Sunday, January 22, 2012

some random impressions of Nicaragua

images:
in the morning, many women sweep the yard around their houses absolutely clear of all leaves and weeds, so that out in the countryside, there is a lovely sense of cleanness and neatness. Our friend Imelda who we met here, who grew up in Esteli and left as a 17 year old right as the revolution was happening ("luckily my grandmother had worked to get me my passport and luckily it was not in her house which was blown up") uses a woman's yard as the measure of whether or not she will eat in the restaurant. It's a pretty contrast, between the lush rainforest and the flat clean yard.
Aprons. women selling food to you on buses, prefer a style of apron I've never seen before. it is only from the waist down, and it has three or four scalloppy rows of scallopy ruffles forming 3 deep scallopy pockets. usually white but sometimes all kinds of colors. I suggested to Craig I get one, and greet him at the front door when he comes home exhausted. has a very 1950s kind of feel.
Fabrics: I never saw such nice fabric choices as in the costumes that the dancers wore in Dariamba. velvets and brocades, silky scarves at the wrists. nice complement to the hats made of peacock feathers.
carts: oxcarts, pony carts, single and double, bicycle carts, motorized carts. pedicabs with one cycler pulling a family of four. Two huge oxen yoked to a cart. One single pony dragging along a huge log out of the rainforest, just like we watched elephants do in south India.
Rich and poor: I have learned a lot more about what has happened to Nicaragua in the last 30 years. My mom went down to help the sandinistas who our government was blockading by smuggling in school supplies and many friends of mine have volunteered here. but what I guess is not too surprising is that at this time, the successful businesses are started and run (quite well) by people from the educated upper classes who left Nicaragua when the sandinistas started redistributing the lands of those who opposed them. As a tourist I've now met quite a few of these people and as a middle aged person how could I not be understanding about why they felt they had to leave, for their own safety and wellbeing. And they are nice folks who acted the same way I'd act if the US government suddenly seized my property. Revolutions are not pretty. and sadly the revolutionaries here who got in power reacted as others seem to: once you are in power and have a chance to make your own family's life more secure you seize the chance. yet I am sad that Nicaragua's experiment didn't seem to accomplish much.

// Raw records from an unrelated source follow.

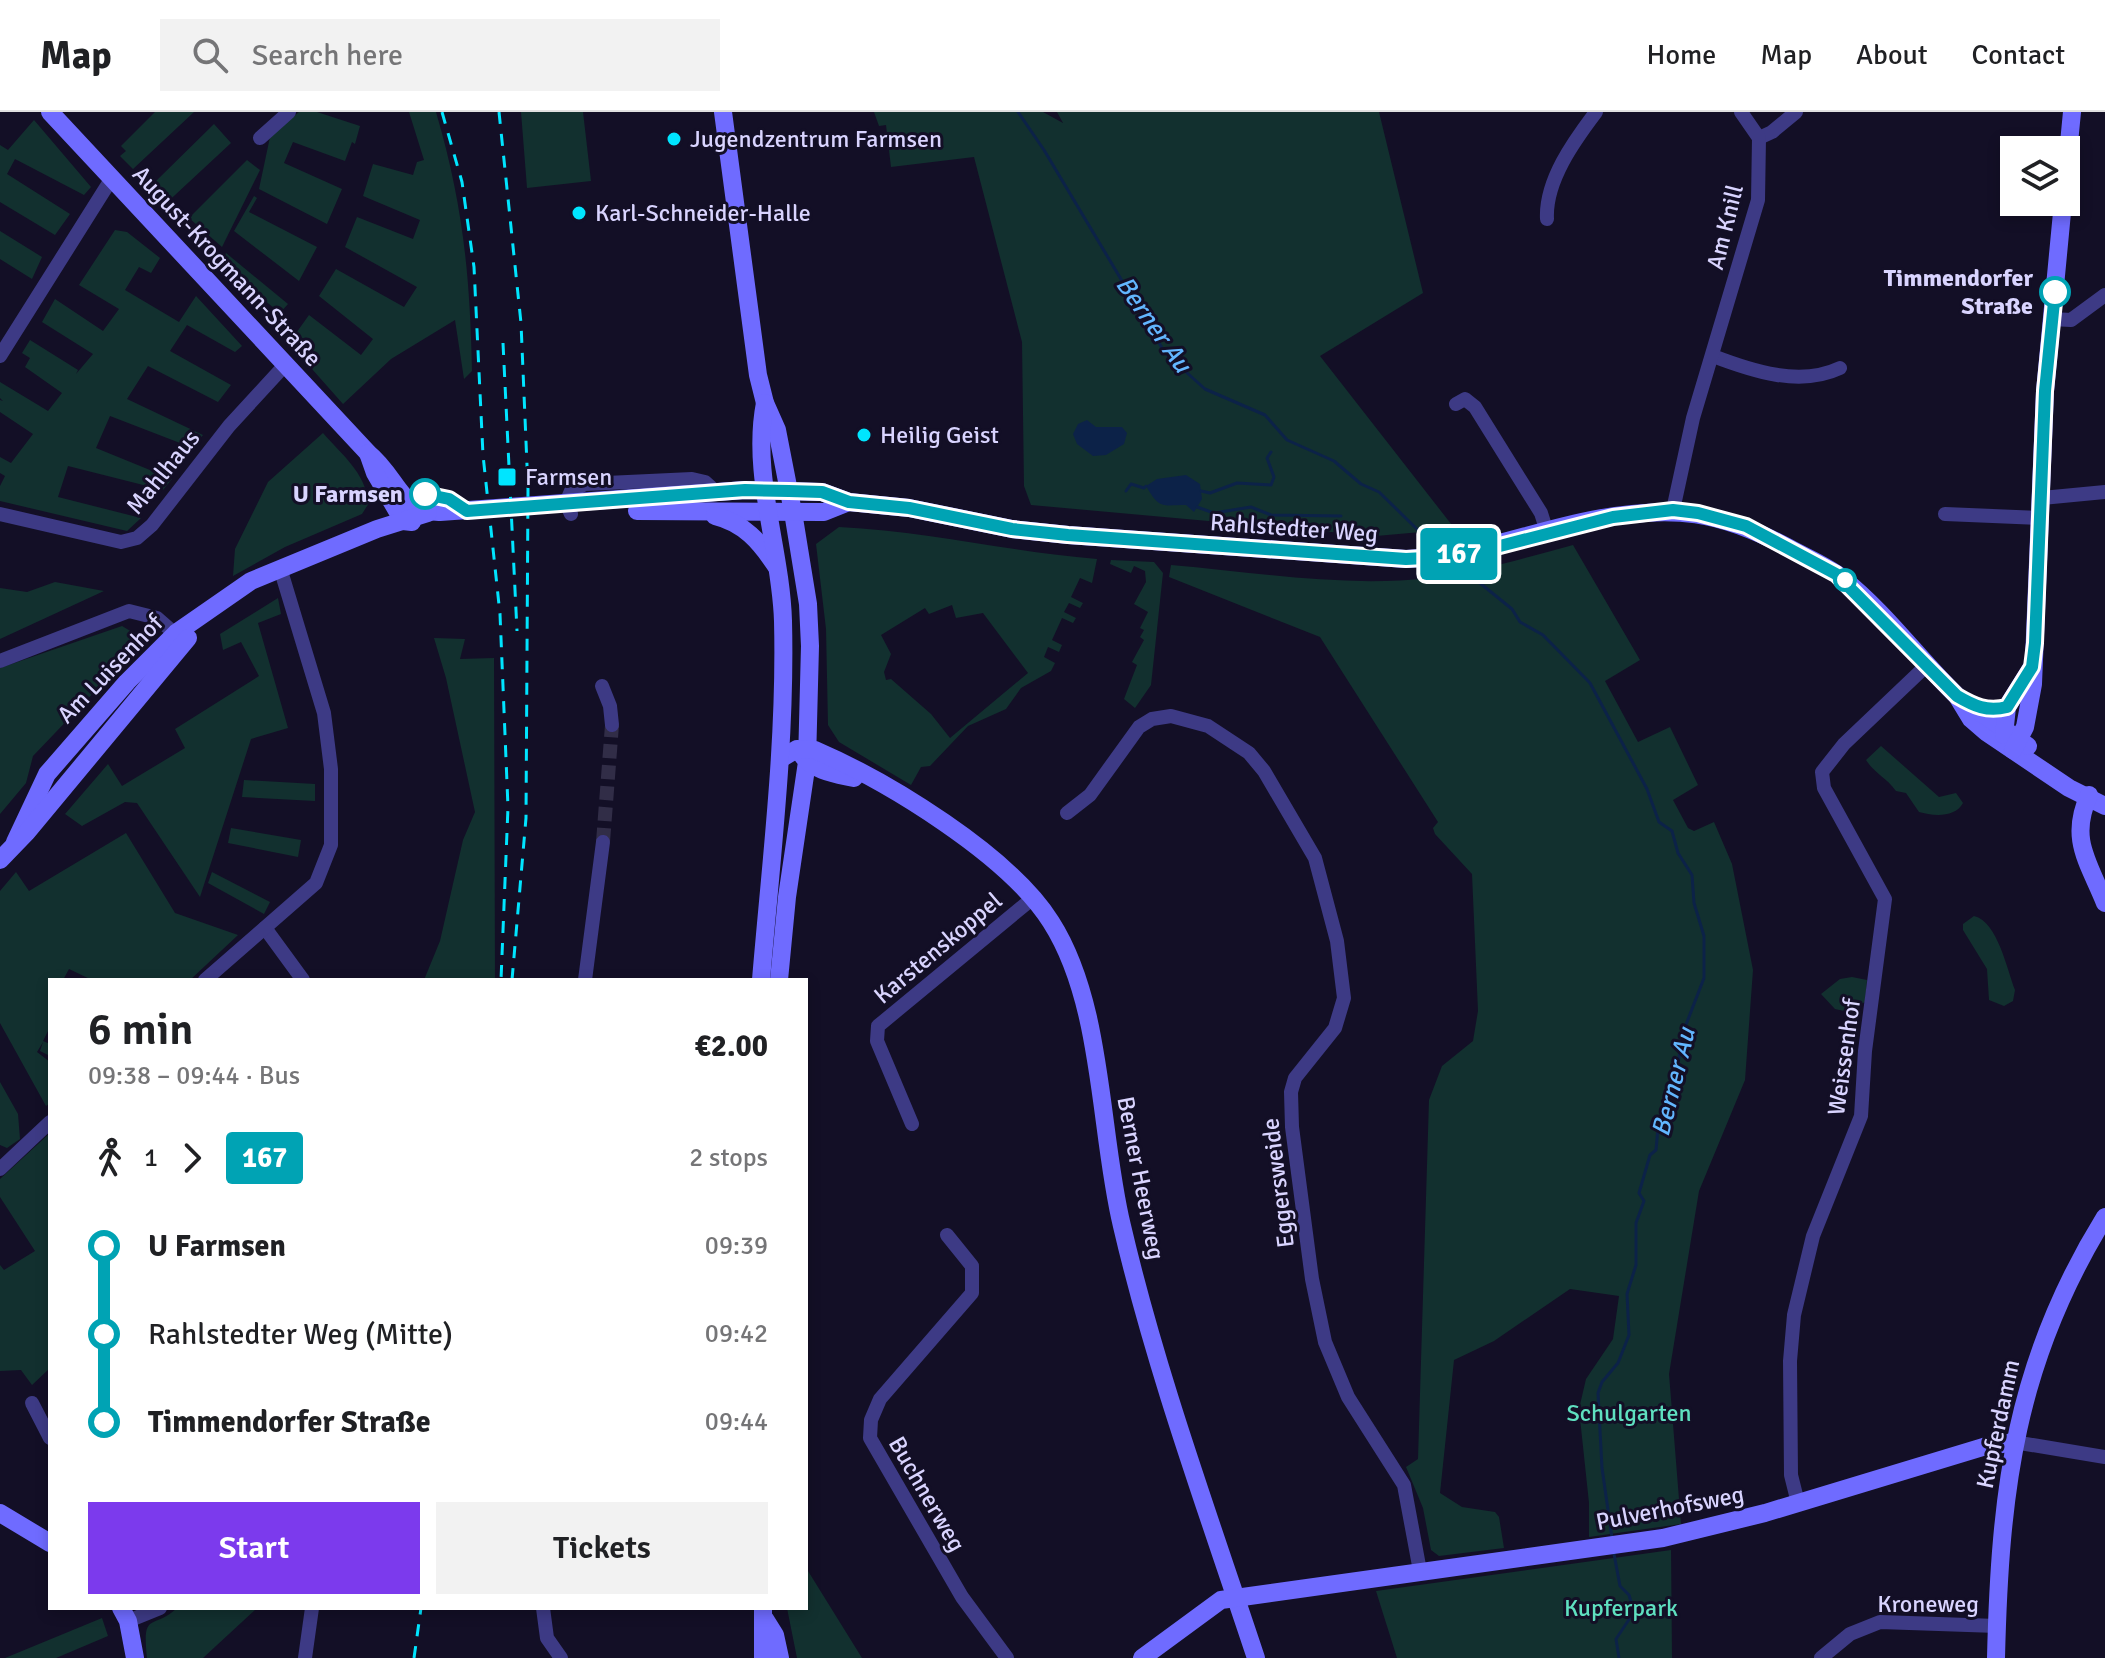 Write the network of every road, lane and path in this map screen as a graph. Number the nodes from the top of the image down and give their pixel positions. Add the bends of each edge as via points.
1 (50, 112) edge
2 (289, 112) edge
3 (723, 112) edge
4 (1596, 112) edge
5 (1741, 112) edge
6 (1796, 112) edge
7 (2072, 112) edge
8 (2070, 136) edge
9 (260, 138) dead end
10 (1759, 138) junction
11 (112, 178) junction
12 (2062, 216) edge
13 (1547, 219) dead end
14 (2105, 295) edge
15 (2052, 319) junction
16 (0, 356) edge
17 (1713, 356) junction
18 (285, 365) junction
19 (1840, 368) dead end
20 (765, 403) junction
21 (1456, 404) dead end
22 (767, 490) junction
23 (789, 491) junction
24 (2105, 492) edge
25 (2042, 498) junction
26 (849, 502) junction
27 (569, 509) junction
28 (1673, 510) junction
29 (401, 511) junction
30 (701, 511) junction
31 (770, 512) junction
32 (793, 512) junction
33 (0, 514) edge
34 (1945, 514) dead end
35 (2041, 518) junction
36 (1547, 532) junction
37 (778, 569) junction
38 (281, 571) junction
39 (179, 638) junction
40 (0, 661) edge
41 (1926, 666) junction
42 (2032, 667) junction
43 (602, 686) dead end
44 (1957, 696) junction
45 (2005, 717) junction
46 (612, 725) tunnel mouth
47 (2013, 745) junction
48 (798, 754) junction
49 (2089, 795) junction
50 (2105, 806) edge
51 (1067, 813) dead end
52 (603, 842) tunnel mouth
53 (0, 860) edge
54 (1033, 898) junction
55 (2105, 903) edge
56 (265, 928) junction
57 (590, 964) junction
58 (207, 978) edge
59 (302, 978) edge
60 (586, 978) edge
61 (593, 978) edge
62 (761, 978) edge
63 (779, 978) edge
64 (48, 1124) edge
65 (912, 1124) dead end
66 (0, 1169) edge
67 (2105, 1217) edge
68 (947, 1235) dead end
69 (32, 1403) dead end
70 (48, 1434) edge
71 (2014, 1442) junction
72 (2105, 1457) edge
73 (1798, 1503) junction
74 (0, 1513) edge
75 (48, 1542) edge
76 (1420, 1571) junction
77 (1237, 1597) junction
78 (148, 1610) edge
79 (312, 1610) edge
80 (543, 1610) edge
81 (764, 1613) edge
82 (125, 1614) edge
83 (1997, 1626) junction
84 (135, 1658) edge
85 (305, 1658) edge
86 (561, 1658) edge
87 (763, 1658) edge
88 (780, 1658) edge
89 (1007, 1658) edge
90 (1142, 1658) edge
91 (1256, 1658) edge
92 (1821, 1658) edge
93 (1996, 1658) edge

1 - 11 main road, August-Krogmann-Straße
2 - 9 street
3 - 20 main road
4 - 13 street via 1562,165
5 - 10 street
6 - 10 street
7 - 8 main road
10 - 17 street, Am Knill via 1758,200
11 - 16 street
11 - 18 main road, August-Krogmann-Straße
12 - 15 main road
14 - 15 street via 2071,320
15 - 25 main road
17 - 19 street via 1786,376 1822,376
17 - 28 street, Am Knill via 1682,458
18 - 29 main road, August-Krogmann-Straße via 385,467
18 - 33 street, Mahlhaus via 137,538 121,542
20 - 22 main road via 759,434
20 - 23 main road via 777,430
21 - 36 street via 1465,399 1475,407 1541,513
22 - 23 main road
22 - 27 main road
22 - 31 main road
23 - 26 main road, Rahlstedter Weg via 822,492
23 - 32 main road
24 - 25 street
25 - 35 main road
26 - 32 main road, Rahlstedter Weg via 824,512
26 - 36 main road, Rahlstedter Weg via 1012,529 1365,558 1443,557
27 - 29 main road, Am Luisenhof
27 - 29 main road via 430,523
27 - 30 main road
28 - 36 main road, Rahlstedter Weg
28 - 41 main road, Rahlstedter Weg via 1746,526 1831,570
29 - 38 main road, Am Luisenhof via 377,529
30 - 31 main road
30 - 37 main road via 738,524
31 - 32 main road
31 - 37 main road
32 - 48 main road via 808,604
34 - 35 street
35 - 42 main road
37 - 48 main road via 783,704
38 - 39 main road, Am Luisenhof via 251,581
38 - 56 street via 324,713 331,769 331,845 316,883
39 - 40 street via 157,618 129,611
39 - 53 main road, Am Luisenhof via 137,671 47,774 15,842
41 - 44 main road, Rahlstedter Weg
41 - 73 street, Weissenhof via 1822,772 1824,788 1885,899 1861,1116 1813,1236 1794,1315 1791,1461
42 - 45 main road
42 - 47 main road via 2030,706
43 - 46 street
44 - 45 main road, Rahlstedter Weg
44 - 47 main road, Rahlstedter Weg via 1971,719
45 - 47 main road, Rahlstedter Weg
47 - 49 main road, Rahlstedter Weg via 2075,779
48 - 54 main road, Berner Heerweg via 876,783 917,806 998,864
48 - 62 main road
48 - 63 main road
49 - 50 main road, Rahlstedter Weg
49 - 55 main road via 2079,817 2078,838
51 - 76 street, Eggersweide via 1090,795 1139,727 1171,716 1208,726 1249,753 1315,858 1337,941 1344,998 1335,1028 1295,1078 1291,1092 1312,1279 1325,1342 1348,1397 1404,1485
52 - 57 street
54 - 65 street, Karstenskoppel via 878,1026 877,1041
54 - 77 main road, Berner Heerweg via 1061,938 1077,977 1126,1242
56 - 58 street
56 - 59 street
57 - 60 street
57 - 61 street
64 - 66 street
67 - 71 main road, Kupferdamm via 2073,1268 2049,1322
68 - 89 street, Buchnerweg via 972,1266 972,1293 880,1399 870,1438 970,1610
69 - 70 street
71 - 72 street, Pulverhofsweg
71 - 73 main road, Pulverhofsweg
71 - 83 main road, Kupferdamm
73 - 76 main road, Pulverhofsweg via 1697,1531
74 - 75 main road
76 - 77 main road, Pulverhofsweg
77 - 90 main road, Pulverhofsweg via 1212,1603
77 - 91 main road, Berner Heerweg
78 - 82 street
79 - 85 street
80 - 86 street via 547,1638
81 - 87 main road
81 - 88 main road
82 - 84 main road
83 - 92 street, Kroneweg via 1880,1622 1850,1634
83 - 93 main road, Kupferdamm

At least in the places we have been,there is not much visible sign of much of a middle class.... the restaurants and hotels here in Granada are very busy but other towns we have been in don't have much in the way ff formal restaurants, people just don't have money to eat out. the snacks that are sold seem utterly basic and not looking that nutritious, compared with foods that poorer folks buy in mexico. Craig and I are quite comfortable with the clean 'comedors' in most Mexican food markets but the food markets we have seen here are chaotic and much more filthy. The bus stations in Mexico and Peru are tidy and organized, the bus stations we've been in here are like those in the poorer villages of south india, just a huge gravelly area with buses randomly scattered. So there is a lot of infrastructure when a country has been stable for a while, that is not here at this time. And that's a bit sad.
Other memories
There is a sound of many small bells ringing which I associate with this point in a catholic mass when the priest lifts up the wafer. Well in Nicaragua that's the sound of the Eskimo ice cream vendor wheeling his cart towards you. One time I kept hearing it on the bus and could not figure out why Santa Was still around.... Well that must have been loading an ice cream truck up on top of the school is
Rocking chairs: in the cool of evening, the oldsters of Granada come out on the front stoop in their rockers and rock the night away. Their quiet city hs become a tourist stop with street cafes and hawkers and loud bands and stereos. What's come over us, they probably say. In the good old days.....

Lake beaches. In granada, we have finally found out where ordinary folks hang out on a Sunday afternoon
Which is far away from the touristic downtown. Instead people are out at bar/restaurants on the black sandy beaches or cooking out with their families with lots of loud music and dancing. We walked quite a ways, with no other gringos in sight. What a nice change!